What the exercise asks >> Restate exactly the lines from the top of the listing below to the line containing "position:relative; width:2134px; height:759px;"; the remaining lines are not wanted.
_ _ _
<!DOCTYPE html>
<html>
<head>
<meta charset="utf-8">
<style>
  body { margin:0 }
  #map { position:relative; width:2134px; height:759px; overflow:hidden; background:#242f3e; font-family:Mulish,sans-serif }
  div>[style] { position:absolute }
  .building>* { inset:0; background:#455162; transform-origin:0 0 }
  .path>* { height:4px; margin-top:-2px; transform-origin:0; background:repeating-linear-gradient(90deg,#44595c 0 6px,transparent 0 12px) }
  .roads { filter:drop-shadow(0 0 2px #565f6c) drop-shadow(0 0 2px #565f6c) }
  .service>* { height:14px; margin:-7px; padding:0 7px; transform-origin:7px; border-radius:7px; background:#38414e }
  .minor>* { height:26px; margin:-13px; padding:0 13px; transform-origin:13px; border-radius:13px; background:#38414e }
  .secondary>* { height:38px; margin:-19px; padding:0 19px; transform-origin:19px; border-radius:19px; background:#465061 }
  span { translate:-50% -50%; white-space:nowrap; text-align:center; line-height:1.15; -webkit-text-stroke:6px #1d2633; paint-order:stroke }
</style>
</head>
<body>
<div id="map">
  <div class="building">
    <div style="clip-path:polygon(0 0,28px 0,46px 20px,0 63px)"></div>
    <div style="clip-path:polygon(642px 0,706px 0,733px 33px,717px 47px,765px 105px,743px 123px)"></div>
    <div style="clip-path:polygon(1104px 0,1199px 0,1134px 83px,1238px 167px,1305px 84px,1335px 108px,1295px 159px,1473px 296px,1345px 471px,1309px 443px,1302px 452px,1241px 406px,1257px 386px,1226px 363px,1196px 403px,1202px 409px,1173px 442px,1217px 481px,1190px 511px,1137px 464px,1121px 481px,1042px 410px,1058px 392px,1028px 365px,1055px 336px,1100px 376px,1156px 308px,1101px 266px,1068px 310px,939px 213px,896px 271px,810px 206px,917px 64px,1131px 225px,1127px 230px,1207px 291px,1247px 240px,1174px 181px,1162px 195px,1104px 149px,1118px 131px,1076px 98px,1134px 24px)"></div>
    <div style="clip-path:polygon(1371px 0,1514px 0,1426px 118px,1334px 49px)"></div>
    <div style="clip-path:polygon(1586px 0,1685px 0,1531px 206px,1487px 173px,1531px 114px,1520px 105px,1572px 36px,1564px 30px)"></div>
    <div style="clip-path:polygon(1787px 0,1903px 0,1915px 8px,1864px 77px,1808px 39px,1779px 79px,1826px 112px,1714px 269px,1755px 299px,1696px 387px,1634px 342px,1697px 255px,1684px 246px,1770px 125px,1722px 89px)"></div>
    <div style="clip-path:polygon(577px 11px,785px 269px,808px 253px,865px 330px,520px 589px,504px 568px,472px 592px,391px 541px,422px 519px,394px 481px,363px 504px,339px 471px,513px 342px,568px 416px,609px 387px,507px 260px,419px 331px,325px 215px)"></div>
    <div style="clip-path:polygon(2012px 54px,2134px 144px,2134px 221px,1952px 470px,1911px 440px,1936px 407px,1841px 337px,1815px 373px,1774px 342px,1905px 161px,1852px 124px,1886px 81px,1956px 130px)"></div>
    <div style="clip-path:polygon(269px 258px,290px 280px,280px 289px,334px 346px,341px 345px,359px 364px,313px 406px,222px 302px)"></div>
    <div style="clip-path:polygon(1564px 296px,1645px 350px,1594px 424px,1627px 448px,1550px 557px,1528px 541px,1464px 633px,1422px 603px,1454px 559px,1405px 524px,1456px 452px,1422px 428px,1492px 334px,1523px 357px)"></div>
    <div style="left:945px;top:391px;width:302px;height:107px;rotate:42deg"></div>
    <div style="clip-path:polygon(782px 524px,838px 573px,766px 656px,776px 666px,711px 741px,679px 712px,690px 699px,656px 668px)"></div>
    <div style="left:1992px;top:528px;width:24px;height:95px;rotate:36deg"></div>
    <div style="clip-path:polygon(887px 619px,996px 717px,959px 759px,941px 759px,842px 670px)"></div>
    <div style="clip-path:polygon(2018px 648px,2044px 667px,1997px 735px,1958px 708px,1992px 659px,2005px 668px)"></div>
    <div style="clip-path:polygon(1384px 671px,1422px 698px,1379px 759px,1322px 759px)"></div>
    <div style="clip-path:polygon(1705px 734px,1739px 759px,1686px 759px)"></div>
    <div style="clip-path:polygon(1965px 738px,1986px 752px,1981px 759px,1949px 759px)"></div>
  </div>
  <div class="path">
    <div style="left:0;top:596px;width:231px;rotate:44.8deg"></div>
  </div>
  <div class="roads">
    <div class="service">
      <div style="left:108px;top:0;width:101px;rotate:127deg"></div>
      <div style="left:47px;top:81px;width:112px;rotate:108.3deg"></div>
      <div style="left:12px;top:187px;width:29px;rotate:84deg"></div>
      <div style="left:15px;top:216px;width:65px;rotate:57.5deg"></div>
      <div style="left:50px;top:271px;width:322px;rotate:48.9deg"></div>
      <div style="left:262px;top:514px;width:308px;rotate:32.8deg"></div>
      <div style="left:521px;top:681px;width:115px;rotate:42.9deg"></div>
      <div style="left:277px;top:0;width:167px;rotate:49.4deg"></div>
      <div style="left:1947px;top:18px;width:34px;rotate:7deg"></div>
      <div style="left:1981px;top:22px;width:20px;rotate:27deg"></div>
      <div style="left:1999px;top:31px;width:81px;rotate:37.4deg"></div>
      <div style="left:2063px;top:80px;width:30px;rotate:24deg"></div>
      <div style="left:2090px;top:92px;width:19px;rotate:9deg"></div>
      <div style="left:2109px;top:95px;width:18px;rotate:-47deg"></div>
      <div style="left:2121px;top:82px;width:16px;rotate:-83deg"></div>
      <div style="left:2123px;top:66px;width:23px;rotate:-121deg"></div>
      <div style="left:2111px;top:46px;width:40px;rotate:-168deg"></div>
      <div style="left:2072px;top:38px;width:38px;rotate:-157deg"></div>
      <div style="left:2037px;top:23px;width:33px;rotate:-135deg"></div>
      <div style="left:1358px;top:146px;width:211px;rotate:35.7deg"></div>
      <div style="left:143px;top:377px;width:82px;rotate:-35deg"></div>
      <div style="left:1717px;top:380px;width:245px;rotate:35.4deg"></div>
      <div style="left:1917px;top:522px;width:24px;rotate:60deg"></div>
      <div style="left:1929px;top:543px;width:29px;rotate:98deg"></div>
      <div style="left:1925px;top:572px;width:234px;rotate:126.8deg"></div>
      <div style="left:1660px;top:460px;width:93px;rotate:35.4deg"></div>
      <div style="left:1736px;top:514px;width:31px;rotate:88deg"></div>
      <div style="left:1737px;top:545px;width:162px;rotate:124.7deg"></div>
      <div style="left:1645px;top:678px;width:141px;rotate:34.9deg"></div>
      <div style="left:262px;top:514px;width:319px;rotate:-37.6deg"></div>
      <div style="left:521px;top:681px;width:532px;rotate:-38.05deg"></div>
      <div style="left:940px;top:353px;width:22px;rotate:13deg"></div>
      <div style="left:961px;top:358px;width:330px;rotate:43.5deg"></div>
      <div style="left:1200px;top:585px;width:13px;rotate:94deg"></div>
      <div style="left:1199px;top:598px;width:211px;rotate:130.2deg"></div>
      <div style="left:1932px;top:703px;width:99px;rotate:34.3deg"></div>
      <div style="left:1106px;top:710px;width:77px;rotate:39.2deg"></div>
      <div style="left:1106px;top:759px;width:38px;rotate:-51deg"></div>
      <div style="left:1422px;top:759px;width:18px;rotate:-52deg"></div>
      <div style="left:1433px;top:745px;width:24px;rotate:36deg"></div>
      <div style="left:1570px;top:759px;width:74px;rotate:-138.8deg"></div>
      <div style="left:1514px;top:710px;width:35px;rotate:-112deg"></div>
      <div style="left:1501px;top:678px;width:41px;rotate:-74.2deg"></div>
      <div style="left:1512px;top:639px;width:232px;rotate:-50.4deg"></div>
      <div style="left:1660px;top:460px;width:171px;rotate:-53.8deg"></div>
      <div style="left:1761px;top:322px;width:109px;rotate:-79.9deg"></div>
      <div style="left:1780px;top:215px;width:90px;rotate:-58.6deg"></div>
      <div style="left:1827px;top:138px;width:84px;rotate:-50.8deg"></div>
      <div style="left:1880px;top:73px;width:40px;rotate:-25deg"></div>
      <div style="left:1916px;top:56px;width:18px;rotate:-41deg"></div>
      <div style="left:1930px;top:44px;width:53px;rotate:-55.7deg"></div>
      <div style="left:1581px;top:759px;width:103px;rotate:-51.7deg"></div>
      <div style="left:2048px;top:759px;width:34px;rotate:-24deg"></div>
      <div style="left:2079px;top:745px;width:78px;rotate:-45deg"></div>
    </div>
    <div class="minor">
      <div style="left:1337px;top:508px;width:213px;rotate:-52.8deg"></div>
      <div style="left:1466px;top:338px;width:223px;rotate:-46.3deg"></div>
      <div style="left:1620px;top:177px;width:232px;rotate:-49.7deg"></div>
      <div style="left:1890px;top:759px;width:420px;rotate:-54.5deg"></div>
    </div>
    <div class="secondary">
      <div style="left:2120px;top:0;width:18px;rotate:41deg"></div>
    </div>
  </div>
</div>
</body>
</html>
_ _ _
Answer to the exercise >>
<!DOCTYPE html>
<html>
<head>
<meta charset="utf-8">
<style>
  body { margin:0 }
  #map { position:relative; width:2134px; height:759px; overflow:hidden; background:#242f3e; font-family:Mulish,sans-serif }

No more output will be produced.